Entre as ponderações da nova recomendação, DPU e MPF também lembram que ações judiciais que discutem a posse e demarcação de Terras Indígenas estão suspensas por decisão do Supremo Tribunal Federal (RE 1.017.365/SC) até que a corte superior realize o julgamento do marco temporal correspondente à matéria.
‘Uso desproporcional de força‘
O documento também ressalta que a referida ação policial “se deu mediante uso desproporcional da força e sem autorização judicial, utilizando-se de disparos de bala de borracha e lançamento de granadas de efeito moral contra o grupo indígena, resultando na lesão corporal de, pelo menos, três indígenas”.
O documento também faz referência a determinação do STF para que tribunais de justiça e tribunais regionais federais instalem comissões de conflitos fundiários que sirvam de apoio operacional aos magistrados para a retomada da execução das decisões suspensas e que medidas administrativas para remoções coletivas de pessoas vulneráveis sejam realizadas com o conhecimento prévio e manifestação das comunidades afetadas.
A recomendação é destinada ao secretário de Justiça e Segurança Pública de Mato Grosso do Sul, que tem o prazo de cinco dias, contados a partir do recebimento formal do documento, para responder. Caso deixe de observar a conduta indicada no documento, DPU e MPF podem adotar as medidas administrativas e judiciais cabíveis.
“(…) em todo e qualquer processo de desintrusão ou reintegração de posse com o emprego da polícia, notadamente do Batalhão de Choque da Polícia Militar, seja realizada mediante prévia oitiva do Conselho de Intermediação de Conflitos Sociais e Situação de Risco, conforme dispõe o art. 2º, caput, da Lei n. 3.807, de 17 de dezembro de 2009”, reitera o documento, que é assinado pelo procurador do MPF, Marco Antônio Delfino de Almeida, e pela defensora do MPU, Daniele de Souza Osório.
Medida é prevista em Lei
A Lei nº 3.807/2009 orienta que qualquer procedimento objetivando vistoria, reintegração, desocupação ou demarcação de terras, sejam públicas ou privadas, que exijam a atuação de força policial, requer a solicitação prévia e a manifestação do Conselho de Intermediação de Conflitos Sociais e Situação de Risco do Mato Grosso do Sul.
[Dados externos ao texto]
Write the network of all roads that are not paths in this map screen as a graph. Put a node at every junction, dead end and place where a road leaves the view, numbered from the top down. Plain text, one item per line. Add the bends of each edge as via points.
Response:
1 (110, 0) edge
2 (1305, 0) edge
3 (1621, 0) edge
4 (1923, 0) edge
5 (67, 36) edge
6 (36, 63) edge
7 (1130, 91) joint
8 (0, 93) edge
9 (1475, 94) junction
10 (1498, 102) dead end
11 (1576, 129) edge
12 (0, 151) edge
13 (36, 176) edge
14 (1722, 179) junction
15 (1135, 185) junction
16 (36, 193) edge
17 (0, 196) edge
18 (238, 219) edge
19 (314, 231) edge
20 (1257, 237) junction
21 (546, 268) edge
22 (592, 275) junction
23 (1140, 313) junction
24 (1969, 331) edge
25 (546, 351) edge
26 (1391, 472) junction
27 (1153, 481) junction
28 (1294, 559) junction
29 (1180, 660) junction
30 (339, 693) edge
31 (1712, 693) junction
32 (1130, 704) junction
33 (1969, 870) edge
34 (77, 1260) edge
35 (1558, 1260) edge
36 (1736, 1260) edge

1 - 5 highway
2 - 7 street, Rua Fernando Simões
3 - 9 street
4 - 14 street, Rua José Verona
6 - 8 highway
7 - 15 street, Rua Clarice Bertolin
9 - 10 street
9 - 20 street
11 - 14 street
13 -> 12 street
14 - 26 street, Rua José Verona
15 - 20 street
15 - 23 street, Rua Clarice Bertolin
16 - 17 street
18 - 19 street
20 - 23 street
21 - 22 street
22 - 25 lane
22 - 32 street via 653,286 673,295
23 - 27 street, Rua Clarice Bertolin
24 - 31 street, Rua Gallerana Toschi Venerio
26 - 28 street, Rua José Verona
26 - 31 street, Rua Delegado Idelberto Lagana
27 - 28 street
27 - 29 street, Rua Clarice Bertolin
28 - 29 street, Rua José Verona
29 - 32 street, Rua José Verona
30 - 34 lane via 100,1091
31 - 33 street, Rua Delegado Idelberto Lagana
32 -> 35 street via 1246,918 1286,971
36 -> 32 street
O colegiado é composto por autoridades estaduais, municipais e representantes do Ministério Público Estadual, da Defensoria Pública Geral do Estado, do Poder Legislativo Estadual, do Tribunal de Justiça do Estado, da Ordem dos Advogados do Brasil e tem dentre suas atribuições determinar a suspensão das operações pelo período que julgar conveniente, até que possa reunir elementos necessários para a análise definitiva da ação.